Turning Red

Meilin Lee is thirteen years old, loves math, is polite, enthusiastic, and obedient. Her family is of Chinese origins and every day after school, Meilin helps her mother Ming organize visits by tourists to the ancient family temple. She loves cleaning. She also has a group of friends that she loves very much, and like them she is a diehard fan of a boy band that doesn’t exactly fit the musical tastes of her parents, but luckily her headphones are there. Things get complicated, however, when Meilin wakes up one morning to find herself transformed into a huge, destructive, uncontrollable red panda. She blamed an old family curse, which her mother had never told her about, although she herself, as a young girl, had experienced something very similar.
It is no longer time for Zero in Conduct. As already in Mark Osborne’s Little Prince, the young protagonist is a zealous student and a model daughter. But adolescence comes for everyone and blows up the image that precedes it. Suddenly we are full of hair, we emanate a sour smell, we look at the boys with different eyes, and the need for acceptance, once satisfied by the parents, now turns to friends, more important than ever.
It took the genius of Domee Shi, already author of the provocative short Bao, to synthesize all this in an image of rare strength and pure fun: the red panda.

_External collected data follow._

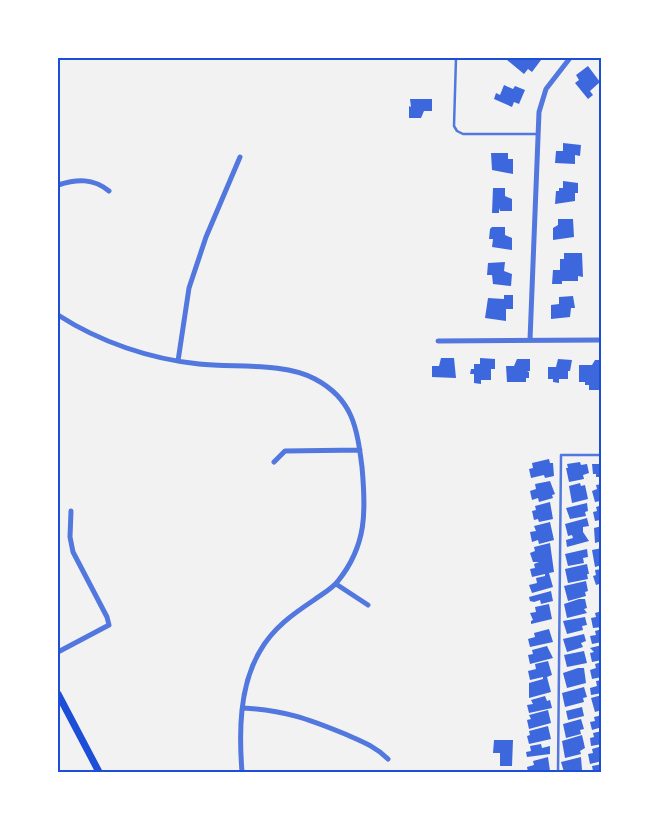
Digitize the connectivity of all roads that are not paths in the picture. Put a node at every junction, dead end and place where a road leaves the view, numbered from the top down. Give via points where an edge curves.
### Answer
1 (456, 58) edge
2 (570, 58) edge
3 (538, 134) junction
4 (240, 157) dead end
5 (58, 185) edge
6 (109, 191) dead end
7 (58, 315) edge
8 (530, 340) junction
9 (602, 340) edge
10 (438, 341) dead end
11 (178, 361) junction
12 (360, 450) junction
13 (602, 455) edge
14 (274, 462) dead end
15 (71, 510) dead end
16 (336, 584) junction
17 (368, 605) dead end
18 (58, 652) edge
19 (58, 694) edge
20 (244, 708) junction
21 (388, 759) dead end
22 (99, 772) edge
23 (242, 772) edge
24 (558, 772) edge

1 - 3 lane via 454,126 457,131 463,134
2 - 3 street via 546,89 539,112
3 - 8 street
4 - 11 street via 206,237 189,288
5 - 6 street via 90,181
7 - 11 street via 119,345
8 - 9 street
8 - 10 street
11 - 12 street via 285,370 314,378 331,389 349,411
12 - 14 street via 284,451
12 - 16 street via 365,519 354,555
13 - 24 lane via 561,455
15 - 18 street via 73,552 109,625
16 - 17 street
16 - 20 street via 287,619 266,641 249,674
19 - 22 main road
20 - 21 street via 276,710 300,716 377,748
20 - 23 street via 240,750

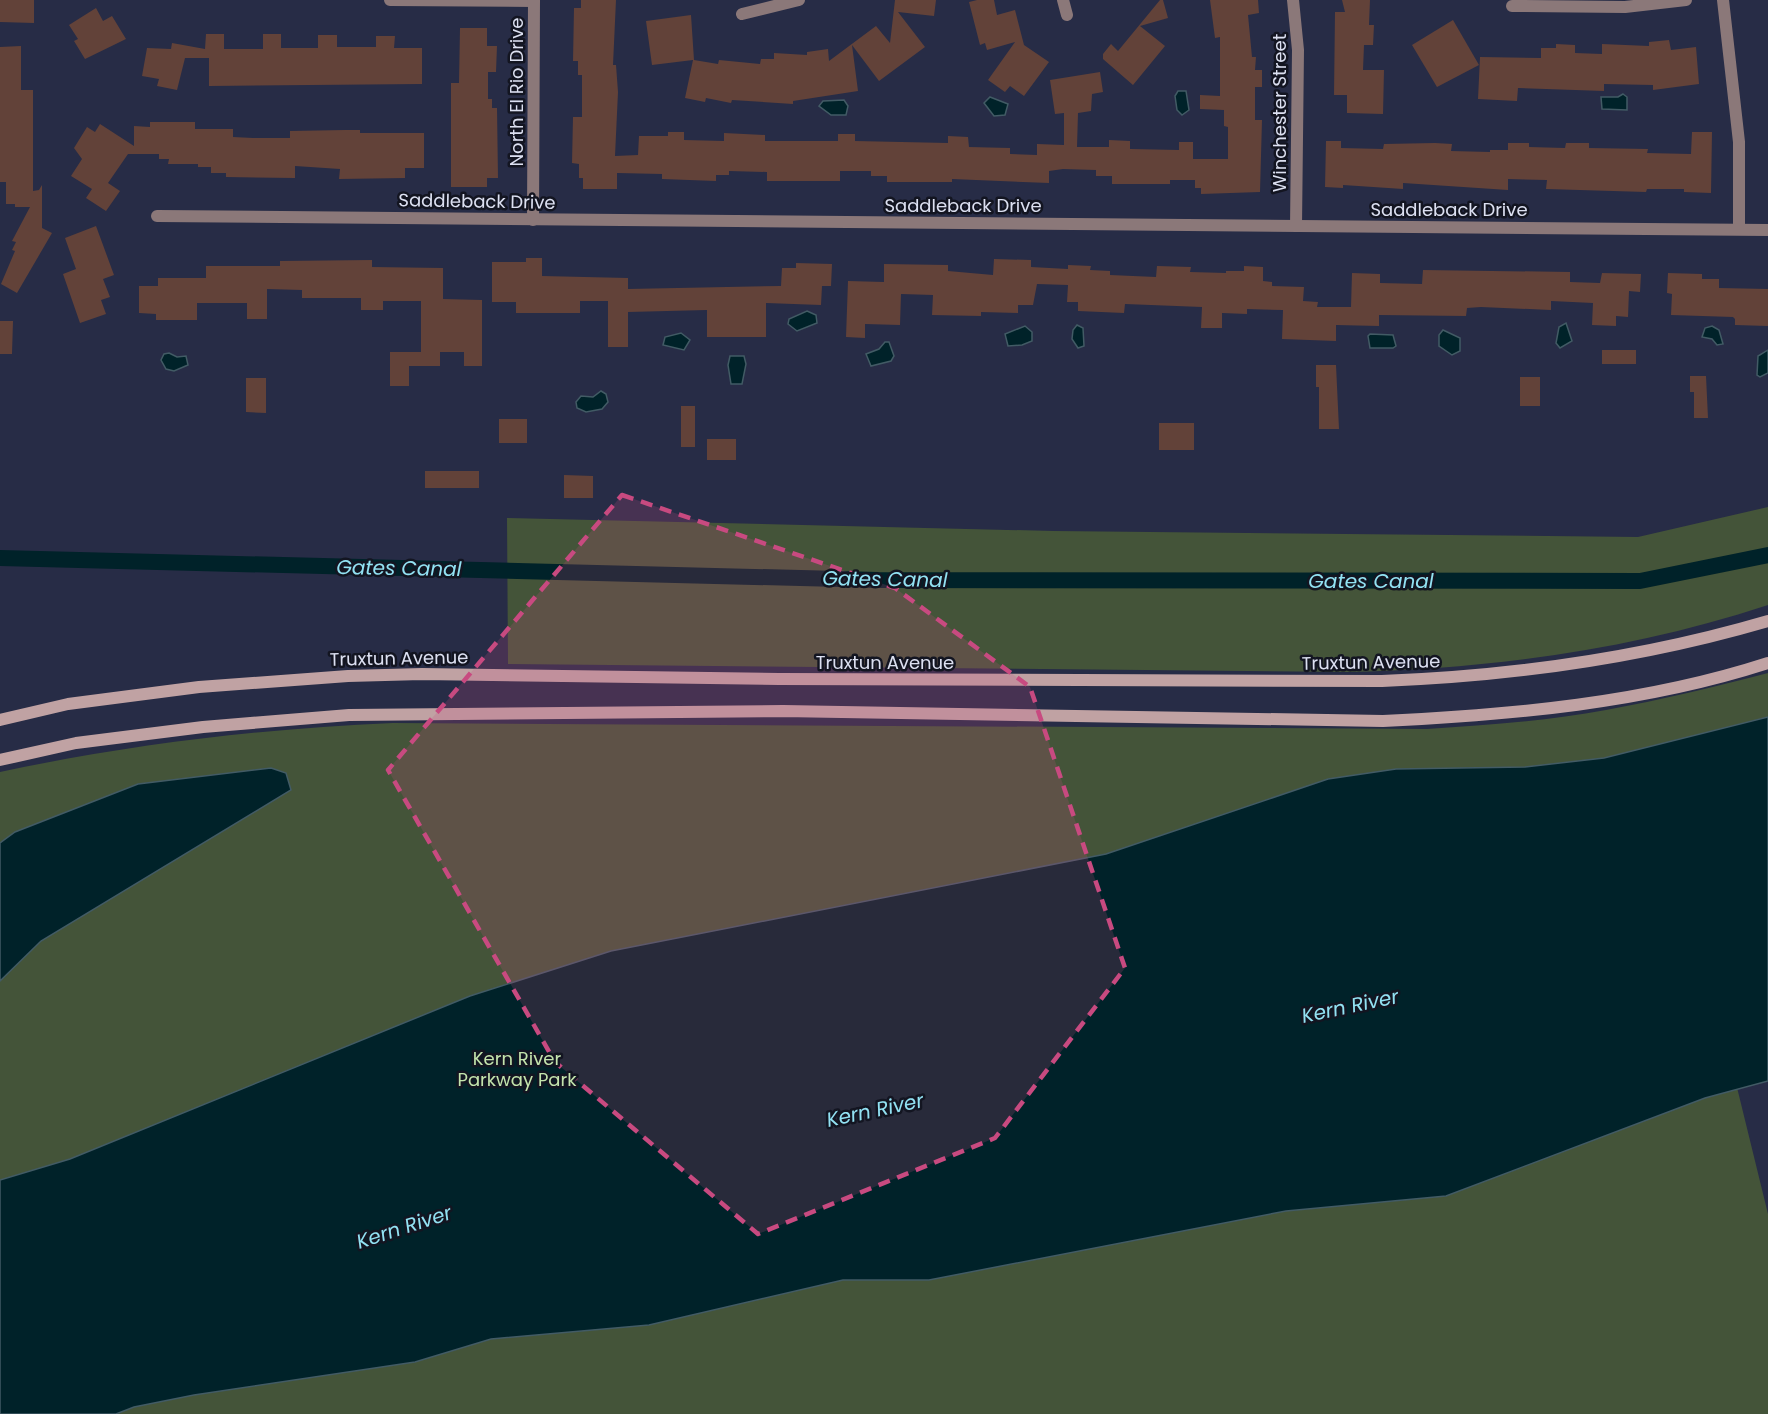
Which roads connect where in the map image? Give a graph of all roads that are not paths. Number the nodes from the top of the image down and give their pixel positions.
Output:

Symbol of that bestial metamorphosis that is puberty, which retouches the form and the psyche, the metaphor at the center of Red brilliantly narrates the encumbrance and inadequacy (but also the tenderness and warmth) of that hybrid age, through the dominant color of blood, embarrassment, unexpected outbursts of anger and amorous passion.
While normalizing with humor and intelligence something that cinema pretended not to see (or entrusted to the horror genre), Red tells one of the most complicated human relationships, the one between mother and daughter, watching, in the style of Japanese animation of the last millennium and her ability to translate emotions into graphic exaggerations, and in spirit to that of another Pixar Rebel, from which she takes up not only the theme of magical transformation but also the more specific one of the tear, in the variation of the scar.
Through the characters of a personal universe, Domee Shi paints a universal matrilineal dynamic with a deliberately pop style, which far from simply showing off, embodies that integration of the new with the old which is the key to overcoming difficulties in the turbulent phase of the life that the film deals with. The moral is as liberating as the initial explosion: hereditary blemishes are not forever; each, if they want, can be the difference.